Exercise objective - Nothing but an exact reproduction of the records, pictures excluded, should be returned.

Given entries -
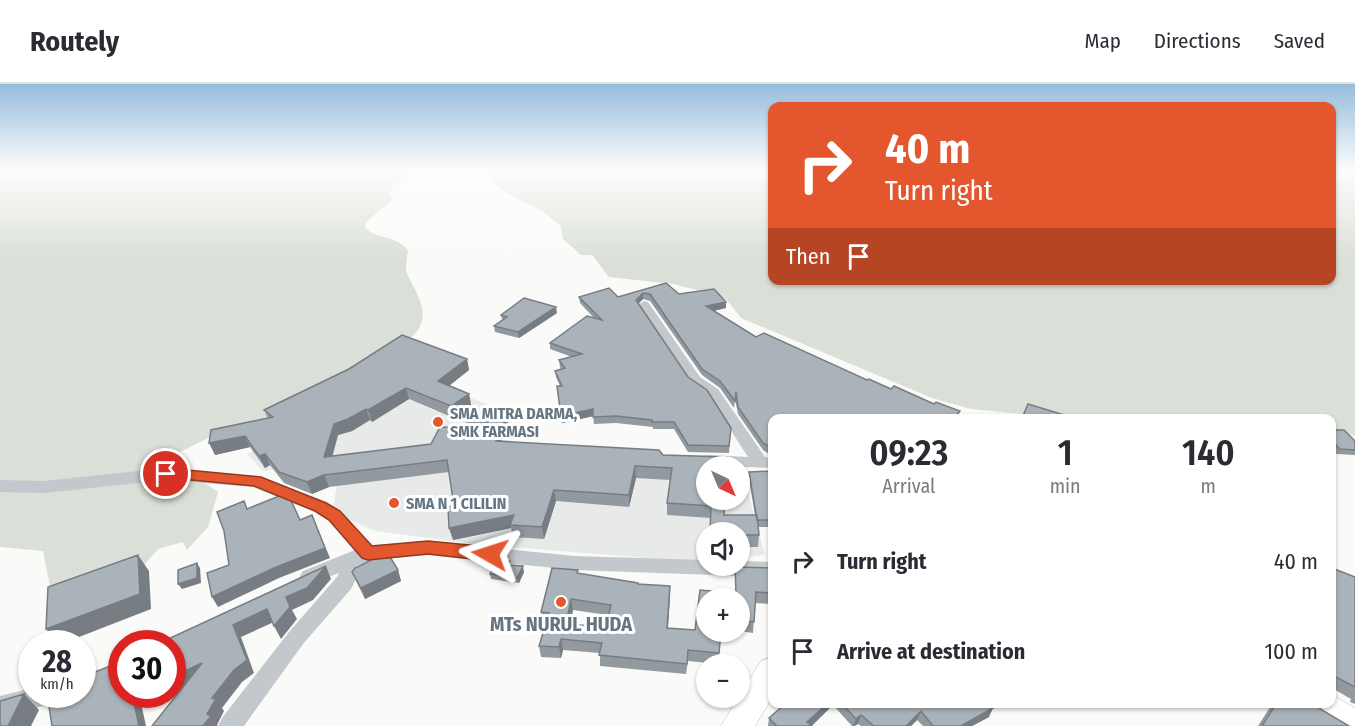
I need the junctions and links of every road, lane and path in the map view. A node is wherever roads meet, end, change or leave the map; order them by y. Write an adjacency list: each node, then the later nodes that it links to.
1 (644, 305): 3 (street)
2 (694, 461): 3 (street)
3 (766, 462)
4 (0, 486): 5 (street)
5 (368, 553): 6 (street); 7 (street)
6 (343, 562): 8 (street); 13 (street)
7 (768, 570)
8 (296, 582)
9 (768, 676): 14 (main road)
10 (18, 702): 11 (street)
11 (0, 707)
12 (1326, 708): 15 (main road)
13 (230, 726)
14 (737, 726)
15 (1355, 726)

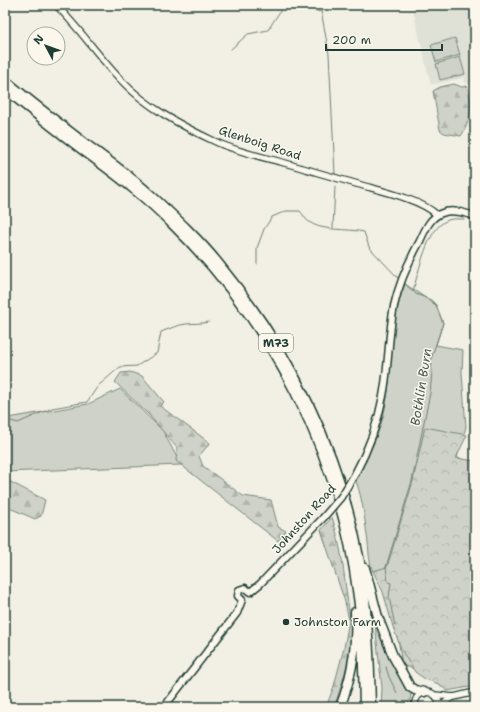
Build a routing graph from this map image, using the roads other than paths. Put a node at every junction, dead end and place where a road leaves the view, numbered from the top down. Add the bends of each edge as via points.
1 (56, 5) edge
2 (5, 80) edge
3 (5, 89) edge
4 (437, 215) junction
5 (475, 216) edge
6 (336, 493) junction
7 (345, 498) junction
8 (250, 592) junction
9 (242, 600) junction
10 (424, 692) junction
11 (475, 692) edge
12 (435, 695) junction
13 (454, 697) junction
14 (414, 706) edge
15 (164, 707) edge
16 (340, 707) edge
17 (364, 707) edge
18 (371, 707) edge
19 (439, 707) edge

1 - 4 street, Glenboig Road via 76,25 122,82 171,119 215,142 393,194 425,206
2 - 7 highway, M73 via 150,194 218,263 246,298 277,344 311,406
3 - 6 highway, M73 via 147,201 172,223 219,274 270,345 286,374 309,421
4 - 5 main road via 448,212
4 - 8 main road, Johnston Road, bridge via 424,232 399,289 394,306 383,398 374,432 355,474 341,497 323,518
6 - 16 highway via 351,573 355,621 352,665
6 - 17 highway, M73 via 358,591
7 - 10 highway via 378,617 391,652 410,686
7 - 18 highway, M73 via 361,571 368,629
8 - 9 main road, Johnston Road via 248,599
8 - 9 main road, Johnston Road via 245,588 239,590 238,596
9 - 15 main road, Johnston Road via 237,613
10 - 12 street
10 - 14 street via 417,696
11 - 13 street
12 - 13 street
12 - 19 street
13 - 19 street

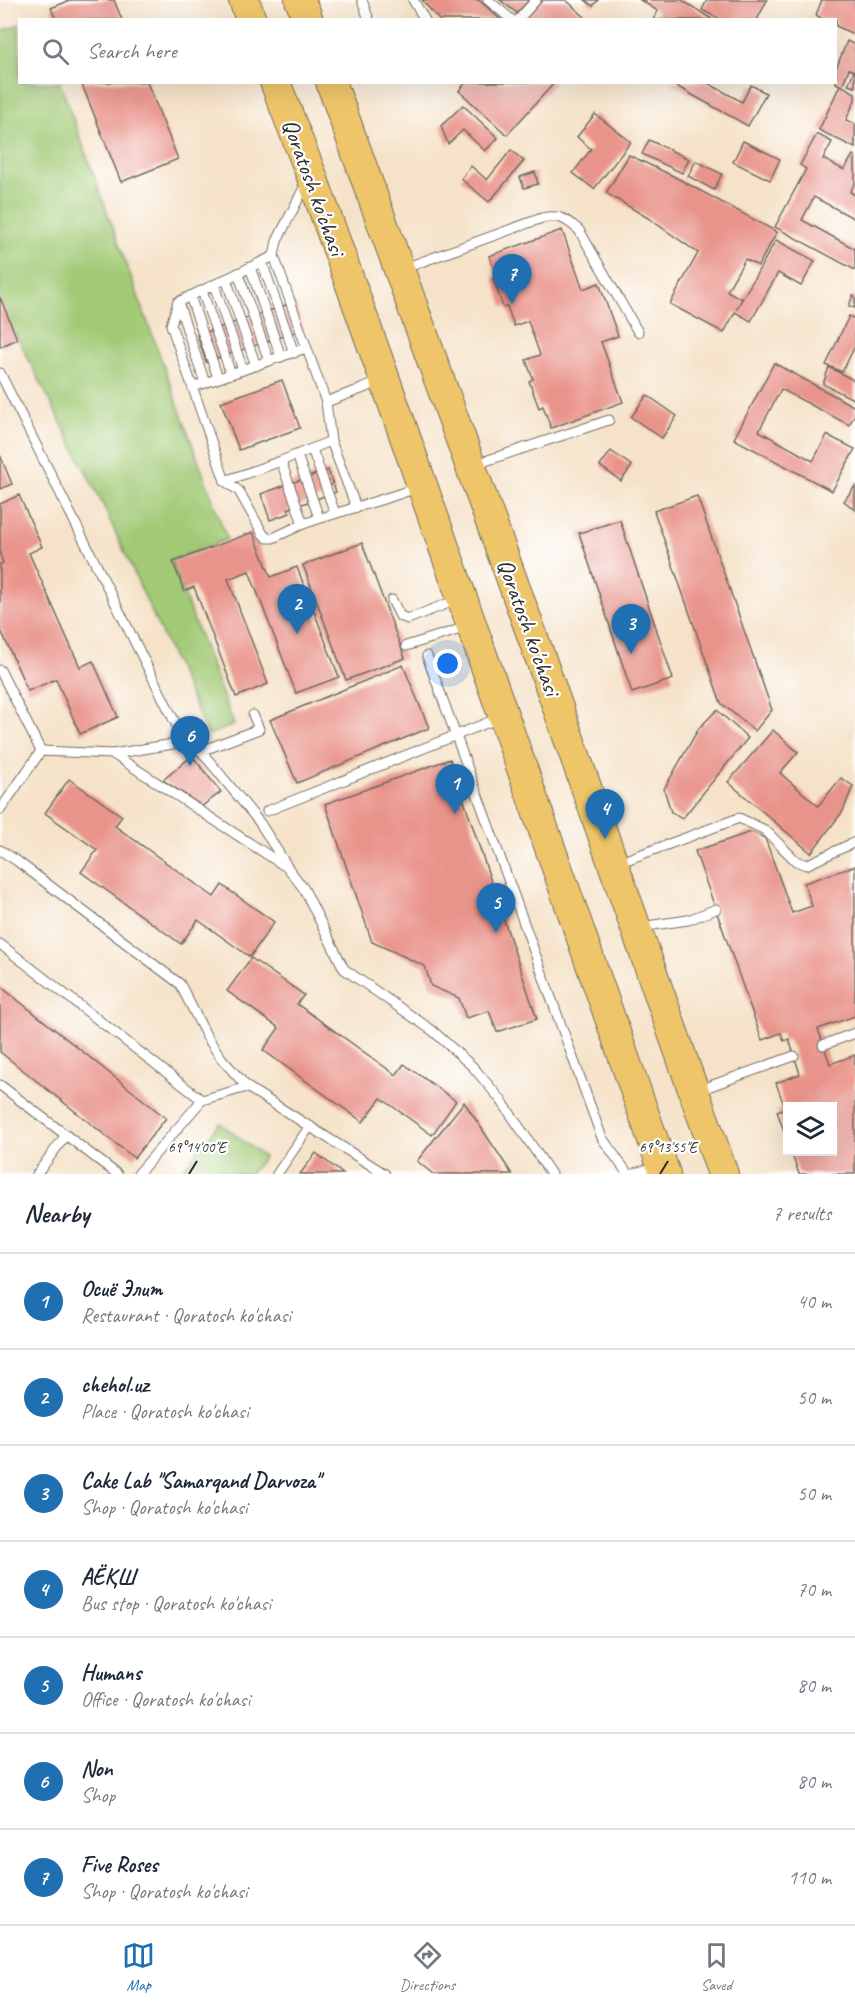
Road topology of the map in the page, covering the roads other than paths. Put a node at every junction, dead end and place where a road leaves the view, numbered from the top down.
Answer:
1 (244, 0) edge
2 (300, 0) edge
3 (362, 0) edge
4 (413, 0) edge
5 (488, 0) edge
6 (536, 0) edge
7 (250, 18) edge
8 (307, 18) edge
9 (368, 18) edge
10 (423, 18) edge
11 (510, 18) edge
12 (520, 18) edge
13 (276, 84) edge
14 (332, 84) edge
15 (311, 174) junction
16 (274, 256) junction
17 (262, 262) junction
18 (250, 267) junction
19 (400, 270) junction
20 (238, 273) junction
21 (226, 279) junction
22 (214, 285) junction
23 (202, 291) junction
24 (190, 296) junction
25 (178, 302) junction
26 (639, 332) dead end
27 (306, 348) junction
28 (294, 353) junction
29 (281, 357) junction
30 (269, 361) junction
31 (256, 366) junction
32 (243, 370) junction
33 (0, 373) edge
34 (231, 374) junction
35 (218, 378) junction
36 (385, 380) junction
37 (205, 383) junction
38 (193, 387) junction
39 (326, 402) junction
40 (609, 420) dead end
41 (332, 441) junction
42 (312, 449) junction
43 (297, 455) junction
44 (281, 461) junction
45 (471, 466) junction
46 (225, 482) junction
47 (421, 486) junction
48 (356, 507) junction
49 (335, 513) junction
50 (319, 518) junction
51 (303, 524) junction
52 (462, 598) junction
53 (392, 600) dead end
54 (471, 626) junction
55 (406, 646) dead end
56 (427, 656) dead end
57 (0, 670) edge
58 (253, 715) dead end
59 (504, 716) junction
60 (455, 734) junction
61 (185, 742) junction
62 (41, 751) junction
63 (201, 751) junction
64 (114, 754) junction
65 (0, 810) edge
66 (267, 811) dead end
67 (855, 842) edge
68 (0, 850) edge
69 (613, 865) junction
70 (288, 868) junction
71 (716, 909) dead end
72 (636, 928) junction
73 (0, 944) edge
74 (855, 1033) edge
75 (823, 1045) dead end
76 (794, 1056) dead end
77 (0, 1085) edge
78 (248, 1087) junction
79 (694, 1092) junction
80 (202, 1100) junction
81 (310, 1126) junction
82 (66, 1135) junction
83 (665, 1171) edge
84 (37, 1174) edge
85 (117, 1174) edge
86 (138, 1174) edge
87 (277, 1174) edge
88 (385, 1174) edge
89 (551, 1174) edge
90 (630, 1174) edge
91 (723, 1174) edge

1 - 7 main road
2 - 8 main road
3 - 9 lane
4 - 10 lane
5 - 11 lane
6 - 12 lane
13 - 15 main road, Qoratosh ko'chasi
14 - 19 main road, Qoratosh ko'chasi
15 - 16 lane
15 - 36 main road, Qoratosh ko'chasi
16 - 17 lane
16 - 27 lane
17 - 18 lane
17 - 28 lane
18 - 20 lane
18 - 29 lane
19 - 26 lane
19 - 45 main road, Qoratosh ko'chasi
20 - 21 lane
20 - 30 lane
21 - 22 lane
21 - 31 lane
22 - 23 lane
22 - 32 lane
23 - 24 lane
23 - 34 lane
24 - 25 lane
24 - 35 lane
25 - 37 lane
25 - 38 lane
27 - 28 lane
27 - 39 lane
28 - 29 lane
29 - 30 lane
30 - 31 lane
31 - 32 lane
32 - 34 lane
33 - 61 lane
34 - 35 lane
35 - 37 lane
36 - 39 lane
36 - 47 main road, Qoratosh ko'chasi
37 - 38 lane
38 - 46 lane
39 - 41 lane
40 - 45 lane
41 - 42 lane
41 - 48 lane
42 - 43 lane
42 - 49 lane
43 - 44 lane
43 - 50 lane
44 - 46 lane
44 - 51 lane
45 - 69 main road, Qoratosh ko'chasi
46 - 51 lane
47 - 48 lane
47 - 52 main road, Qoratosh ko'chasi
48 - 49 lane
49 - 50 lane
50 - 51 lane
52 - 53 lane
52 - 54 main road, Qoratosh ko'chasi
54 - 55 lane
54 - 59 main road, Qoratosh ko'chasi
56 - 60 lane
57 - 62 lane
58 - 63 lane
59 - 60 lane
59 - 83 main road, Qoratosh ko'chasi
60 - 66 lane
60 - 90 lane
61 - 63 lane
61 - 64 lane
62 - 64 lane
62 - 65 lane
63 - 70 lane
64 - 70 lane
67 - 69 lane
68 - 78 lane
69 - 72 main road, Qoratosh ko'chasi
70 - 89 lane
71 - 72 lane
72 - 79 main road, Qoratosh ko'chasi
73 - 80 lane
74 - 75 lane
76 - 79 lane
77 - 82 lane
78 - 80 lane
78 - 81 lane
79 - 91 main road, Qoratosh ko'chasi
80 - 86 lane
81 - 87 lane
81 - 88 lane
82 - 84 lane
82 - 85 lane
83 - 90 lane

Solution to the exercise -
I need the junctions and links of every road, lane and path in the map view. A node is wherever roads meet, end, change or leave the map; order them by y. Write an adjacency list: each node, then the later nodes that it links to.
1 (644, 305): 3 (street)
2 (694, 461): 3 (street)
3 (766, 462)
4 (0, 486): 5 (street)
5 (368, 553): 6 (street); 7 (street)
6 (343, 562): 8 (street); 13 (street)
7 (768, 570)
8 (296, 582)
9 (768, 676): 14 (main road)
10 (18, 702): 11 (street)
11 (0, 707)
12 (1326, 708): 15 (main road)
13 (230, 726)
14 (737, 726)
15 (1355, 726)

Build a routing graph from this map image, using the roads other than paths. Put a node at every junction, dead end and place where a road leaves the view, numbered from the top down. Add the bends of each edge as via points.
1 (56, 5) edge
2 (5, 80) edge
3 (5, 89) edge
4 (437, 215) junction
5 (475, 216) edge
6 (336, 493) junction
7 (345, 498) junction
8 (250, 592) junction
9 (242, 600) junction
10 (424, 692) junction
11 (475, 692) edge
12 (435, 695) junction
13 (454, 697) junction
14 (414, 706) edge
15 (164, 707) edge
16 (340, 707) edge
17 (364, 707) edge
18 (371, 707) edge
19 (439, 707) edge

1 - 4 street, Glenboig Road via 76,25 122,82 171,119 215,142 393,194 425,206
2 - 7 highway, M73 via 150,194 218,263 246,298 277,344 311,406
3 - 6 highway, M73 via 147,201 172,223 219,274 270,345 286,374 309,421
4 - 5 main road via 448,212
4 - 8 main road, Johnston Road, bridge via 424,232 399,289 394,306 383,398 374,432 355,474 341,497 323,518
6 - 16 highway via 351,573 355,621 352,665
6 - 17 highway, M73 via 358,591
7 - 10 highway via 378,617 391,652 410,686
7 - 18 highway, M73 via 361,571 368,629
8 - 9 main road, Johnston Road via 248,599
8 - 9 main road, Johnston Road via 245,588 239,590 238,596
9 - 15 main road, Johnston Road via 237,613
10 - 12 street
10 - 14 street via 417,696
11 - 13 street
12 - 13 street
12 - 19 street
13 - 19 street

Road topology of the map in the page, covering the roads other than paths. Put a node at every junction, dead end and place where a road leaves the view, numbered from the top down.
Answer:
1 (244, 0) edge
2 (300, 0) edge
3 (362, 0) edge
4 (413, 0) edge
5 (488, 0) edge
6 (536, 0) edge
7 (250, 18) edge
8 (307, 18) edge
9 (368, 18) edge
10 (423, 18) edge
11 (510, 18) edge
12 (520, 18) edge
13 (276, 84) edge
14 (332, 84) edge
15 (311, 174) junction
16 (274, 256) junction
17 (262, 262) junction
18 (250, 267) junction
19 (400, 270) junction
20 (238, 273) junction
21 (226, 279) junction
22 (214, 285) junction
23 (202, 291) junction
24 (190, 296) junction
25 (178, 302) junction
26 (639, 332) dead end
27 (306, 348) junction
28 (294, 353) junction
29 (281, 357) junction
30 (269, 361) junction
31 (256, 366) junction
32 (243, 370) junction
33 (0, 373) edge
34 (231, 374) junction
35 (218, 378) junction
36 (385, 380) junction
37 (205, 383) junction
38 (193, 387) junction
39 (326, 402) junction
40 (609, 420) dead end
41 (332, 441) junction
42 (312, 449) junction
43 (297, 455) junction
44 (281, 461) junction
45 (471, 466) junction
46 (225, 482) junction
47 (421, 486) junction
48 (356, 507) junction
49 (335, 513) junction
50 (319, 518) junction
51 (303, 524) junction
52 (462, 598) junction
53 (392, 600) dead end
54 (471, 626) junction
55 (406, 646) dead end
56 (427, 656) dead end
57 (0, 670) edge
58 (253, 715) dead end
59 (504, 716) junction
60 (455, 734) junction
61 (185, 742) junction
62 (41, 751) junction
63 (201, 751) junction
64 (114, 754) junction
65 (0, 810) edge
66 (267, 811) dead end
67 (855, 842) edge
68 (0, 850) edge
69 (613, 865) junction
70 (288, 868) junction
71 (716, 909) dead end
72 (636, 928) junction
73 (0, 944) edge
74 (855, 1033) edge
75 (823, 1045) dead end
76 (794, 1056) dead end
77 (0, 1085) edge
78 (248, 1087) junction
79 (694, 1092) junction
80 (202, 1100) junction
81 (310, 1126) junction
82 (66, 1135) junction
83 (665, 1171) edge
84 (37, 1174) edge
85 (117, 1174) edge
86 (138, 1174) edge
87 (277, 1174) edge
88 (385, 1174) edge
89 (551, 1174) edge
90 (630, 1174) edge
91 (723, 1174) edge

1 - 7 main road
2 - 8 main road
3 - 9 lane
4 - 10 lane
5 - 11 lane
6 - 12 lane
13 - 15 main road, Qoratosh ko'chasi
14 - 19 main road, Qoratosh ko'chasi
15 - 16 lane
15 - 36 main road, Qoratosh ko'chasi
16 - 17 lane
16 - 27 lane
17 - 18 lane
17 - 28 lane
18 - 20 lane
18 - 29 lane
19 - 26 lane
19 - 45 main road, Qoratosh ko'chasi
20 - 21 lane
20 - 30 lane
21 - 22 lane
21 - 31 lane
22 - 23 lane
22 - 32 lane
23 - 24 lane
23 - 34 lane
24 - 25 lane
24 - 35 lane
25 - 37 lane
25 - 38 lane
27 - 28 lane
27 - 39 lane
28 - 29 lane
29 - 30 lane
30 - 31 lane
31 - 32 lane
32 - 34 lane
33 - 61 lane
34 - 35 lane
35 - 37 lane
36 - 39 lane
36 - 47 main road, Qoratosh ko'chasi
37 - 38 lane
38 - 46 lane
39 - 41 lane
40 - 45 lane
41 - 42 lane
41 - 48 lane
42 - 43 lane
42 - 49 lane
43 - 44 lane
43 - 50 lane
44 - 46 lane
44 - 51 lane
45 - 69 main road, Qoratosh ko'chasi
46 - 51 lane
47 - 48 lane
47 - 52 main road, Qoratosh ko'chasi
48 - 49 lane
49 - 50 lane
50 - 51 lane
52 - 53 lane
52 - 54 main road, Qoratosh ko'chasi
54 - 55 lane
54 - 59 main road, Qoratosh ko'chasi
56 - 60 lane
57 - 62 lane
58 - 63 lane
59 - 60 lane
59 - 83 main road, Qoratosh ko'chasi
60 - 66 lane
60 - 90 lane
61 - 63 lane
61 - 64 lane
62 - 64 lane
62 - 65 lane
63 - 70 lane
64 - 70 lane
67 - 69 lane
68 - 78 lane
69 - 72 main road, Qoratosh ko'chasi
70 - 89 lane
71 - 72 lane
72 - 79 main road, Qoratosh ko'chasi
73 - 80 lane
74 - 75 lane
76 - 79 lane
77 - 82 lane
78 - 80 lane
78 - 81 lane
79 - 91 main road, Qoratosh ko'chasi
80 - 86 lane
81 - 87 lane
81 - 88 lane
82 - 84 lane
82 - 85 lane
83 - 90 lane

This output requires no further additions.